▸ **DIRECTIONS**: Lines in the records below that contain the word "scale" must each be copied.

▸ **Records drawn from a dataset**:
= Beginning of Section =

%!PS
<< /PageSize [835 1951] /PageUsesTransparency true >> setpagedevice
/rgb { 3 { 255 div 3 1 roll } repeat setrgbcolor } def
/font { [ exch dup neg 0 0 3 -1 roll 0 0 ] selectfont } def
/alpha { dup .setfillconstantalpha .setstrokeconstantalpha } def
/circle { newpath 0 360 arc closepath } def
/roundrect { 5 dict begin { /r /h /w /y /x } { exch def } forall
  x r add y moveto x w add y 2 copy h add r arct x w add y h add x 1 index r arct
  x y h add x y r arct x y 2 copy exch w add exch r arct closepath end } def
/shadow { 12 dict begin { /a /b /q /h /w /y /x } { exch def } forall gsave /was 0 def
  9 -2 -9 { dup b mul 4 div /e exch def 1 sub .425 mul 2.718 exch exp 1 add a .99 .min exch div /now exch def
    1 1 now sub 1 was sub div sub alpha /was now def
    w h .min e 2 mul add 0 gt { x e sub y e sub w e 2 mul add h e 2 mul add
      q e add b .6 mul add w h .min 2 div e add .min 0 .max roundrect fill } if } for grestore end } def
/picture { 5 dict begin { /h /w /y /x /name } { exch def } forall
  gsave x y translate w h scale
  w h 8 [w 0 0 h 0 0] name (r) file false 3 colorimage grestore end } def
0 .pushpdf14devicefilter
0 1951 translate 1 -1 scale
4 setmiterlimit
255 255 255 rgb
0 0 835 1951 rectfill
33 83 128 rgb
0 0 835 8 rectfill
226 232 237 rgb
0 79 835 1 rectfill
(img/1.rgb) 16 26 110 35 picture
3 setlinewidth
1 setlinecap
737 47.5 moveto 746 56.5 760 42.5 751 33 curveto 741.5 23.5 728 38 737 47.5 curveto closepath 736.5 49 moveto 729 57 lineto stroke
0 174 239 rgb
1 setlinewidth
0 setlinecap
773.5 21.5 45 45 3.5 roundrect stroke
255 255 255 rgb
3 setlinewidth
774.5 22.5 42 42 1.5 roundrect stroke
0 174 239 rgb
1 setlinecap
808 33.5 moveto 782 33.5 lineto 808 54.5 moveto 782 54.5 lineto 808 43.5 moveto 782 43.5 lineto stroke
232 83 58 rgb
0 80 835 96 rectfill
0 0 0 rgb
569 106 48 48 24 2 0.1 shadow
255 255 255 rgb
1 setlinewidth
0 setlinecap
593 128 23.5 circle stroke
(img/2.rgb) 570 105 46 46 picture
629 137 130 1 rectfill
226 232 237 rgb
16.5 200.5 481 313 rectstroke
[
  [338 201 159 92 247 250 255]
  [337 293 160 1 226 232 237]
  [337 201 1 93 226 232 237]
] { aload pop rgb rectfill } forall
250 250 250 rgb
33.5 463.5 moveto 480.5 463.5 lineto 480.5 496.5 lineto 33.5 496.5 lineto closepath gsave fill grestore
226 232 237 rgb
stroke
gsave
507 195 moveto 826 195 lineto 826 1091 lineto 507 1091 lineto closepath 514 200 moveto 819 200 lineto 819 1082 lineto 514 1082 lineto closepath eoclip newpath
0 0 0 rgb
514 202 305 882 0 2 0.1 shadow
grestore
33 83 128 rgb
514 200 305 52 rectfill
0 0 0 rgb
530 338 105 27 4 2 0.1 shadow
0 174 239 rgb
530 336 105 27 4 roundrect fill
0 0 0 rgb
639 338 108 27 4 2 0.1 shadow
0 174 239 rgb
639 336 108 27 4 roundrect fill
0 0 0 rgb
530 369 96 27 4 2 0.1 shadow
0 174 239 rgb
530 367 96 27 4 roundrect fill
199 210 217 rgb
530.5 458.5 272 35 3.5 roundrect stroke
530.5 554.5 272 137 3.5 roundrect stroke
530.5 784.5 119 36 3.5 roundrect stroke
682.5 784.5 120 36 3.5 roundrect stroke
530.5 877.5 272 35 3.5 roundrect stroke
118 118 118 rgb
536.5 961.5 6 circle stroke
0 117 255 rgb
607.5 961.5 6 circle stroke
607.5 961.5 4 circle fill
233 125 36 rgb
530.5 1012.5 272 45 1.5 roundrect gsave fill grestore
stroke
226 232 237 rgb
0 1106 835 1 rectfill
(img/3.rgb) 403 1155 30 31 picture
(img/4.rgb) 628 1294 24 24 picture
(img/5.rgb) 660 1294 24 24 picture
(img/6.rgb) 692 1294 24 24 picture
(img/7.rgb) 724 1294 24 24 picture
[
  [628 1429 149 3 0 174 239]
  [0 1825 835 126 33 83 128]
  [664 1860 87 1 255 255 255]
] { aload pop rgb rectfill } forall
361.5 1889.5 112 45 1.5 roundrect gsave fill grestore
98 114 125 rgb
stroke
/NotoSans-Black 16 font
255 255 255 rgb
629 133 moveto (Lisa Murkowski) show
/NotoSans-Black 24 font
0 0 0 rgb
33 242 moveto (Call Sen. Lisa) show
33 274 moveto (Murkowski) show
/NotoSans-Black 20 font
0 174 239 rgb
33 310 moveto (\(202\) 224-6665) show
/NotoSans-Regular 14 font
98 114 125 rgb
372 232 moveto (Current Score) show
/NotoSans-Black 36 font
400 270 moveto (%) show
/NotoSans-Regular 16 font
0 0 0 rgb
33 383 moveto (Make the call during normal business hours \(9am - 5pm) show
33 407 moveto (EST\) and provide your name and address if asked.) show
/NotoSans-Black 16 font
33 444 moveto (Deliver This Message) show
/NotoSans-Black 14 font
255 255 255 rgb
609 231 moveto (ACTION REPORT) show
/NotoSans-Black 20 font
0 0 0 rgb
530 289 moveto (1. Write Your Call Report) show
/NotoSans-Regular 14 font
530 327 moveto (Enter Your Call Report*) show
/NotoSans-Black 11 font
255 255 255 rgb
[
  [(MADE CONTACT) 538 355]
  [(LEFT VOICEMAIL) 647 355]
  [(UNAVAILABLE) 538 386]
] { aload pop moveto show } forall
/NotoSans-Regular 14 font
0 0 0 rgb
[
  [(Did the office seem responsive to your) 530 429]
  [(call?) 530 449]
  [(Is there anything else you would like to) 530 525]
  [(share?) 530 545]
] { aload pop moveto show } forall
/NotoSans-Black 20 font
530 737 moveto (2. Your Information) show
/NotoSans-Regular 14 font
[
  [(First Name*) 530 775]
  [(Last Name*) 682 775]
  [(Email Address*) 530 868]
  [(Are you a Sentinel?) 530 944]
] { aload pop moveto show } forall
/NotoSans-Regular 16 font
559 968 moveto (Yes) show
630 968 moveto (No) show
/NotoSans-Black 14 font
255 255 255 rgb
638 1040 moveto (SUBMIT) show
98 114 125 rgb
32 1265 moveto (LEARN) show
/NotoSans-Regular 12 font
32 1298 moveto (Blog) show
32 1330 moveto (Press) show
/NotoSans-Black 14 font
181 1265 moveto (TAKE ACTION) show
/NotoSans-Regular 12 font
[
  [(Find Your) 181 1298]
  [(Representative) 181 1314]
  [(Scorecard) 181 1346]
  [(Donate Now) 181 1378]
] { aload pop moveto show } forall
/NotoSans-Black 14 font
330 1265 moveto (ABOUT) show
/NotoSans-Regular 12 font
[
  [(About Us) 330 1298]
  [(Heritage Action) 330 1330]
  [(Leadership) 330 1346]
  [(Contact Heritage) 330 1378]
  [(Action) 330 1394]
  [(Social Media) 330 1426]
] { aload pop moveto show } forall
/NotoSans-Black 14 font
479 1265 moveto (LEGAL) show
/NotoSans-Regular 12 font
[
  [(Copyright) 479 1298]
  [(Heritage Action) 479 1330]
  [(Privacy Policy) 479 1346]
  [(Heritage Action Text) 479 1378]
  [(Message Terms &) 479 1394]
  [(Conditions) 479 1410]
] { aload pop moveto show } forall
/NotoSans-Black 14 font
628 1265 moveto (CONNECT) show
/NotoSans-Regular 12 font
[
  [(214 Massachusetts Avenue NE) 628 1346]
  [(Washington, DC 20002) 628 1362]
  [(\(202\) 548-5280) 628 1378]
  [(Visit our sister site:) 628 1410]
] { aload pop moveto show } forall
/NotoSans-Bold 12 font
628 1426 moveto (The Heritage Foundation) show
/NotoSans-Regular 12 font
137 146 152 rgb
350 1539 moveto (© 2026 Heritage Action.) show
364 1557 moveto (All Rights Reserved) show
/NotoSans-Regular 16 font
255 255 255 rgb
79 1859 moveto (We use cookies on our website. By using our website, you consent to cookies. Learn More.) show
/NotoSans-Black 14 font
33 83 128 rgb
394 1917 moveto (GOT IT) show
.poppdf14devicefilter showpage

= End of Section =

▸ **ANSWER FOR THIS EXERCISE**:
  gsave x y translate w h scale
0 1951 translate 1 -1 scale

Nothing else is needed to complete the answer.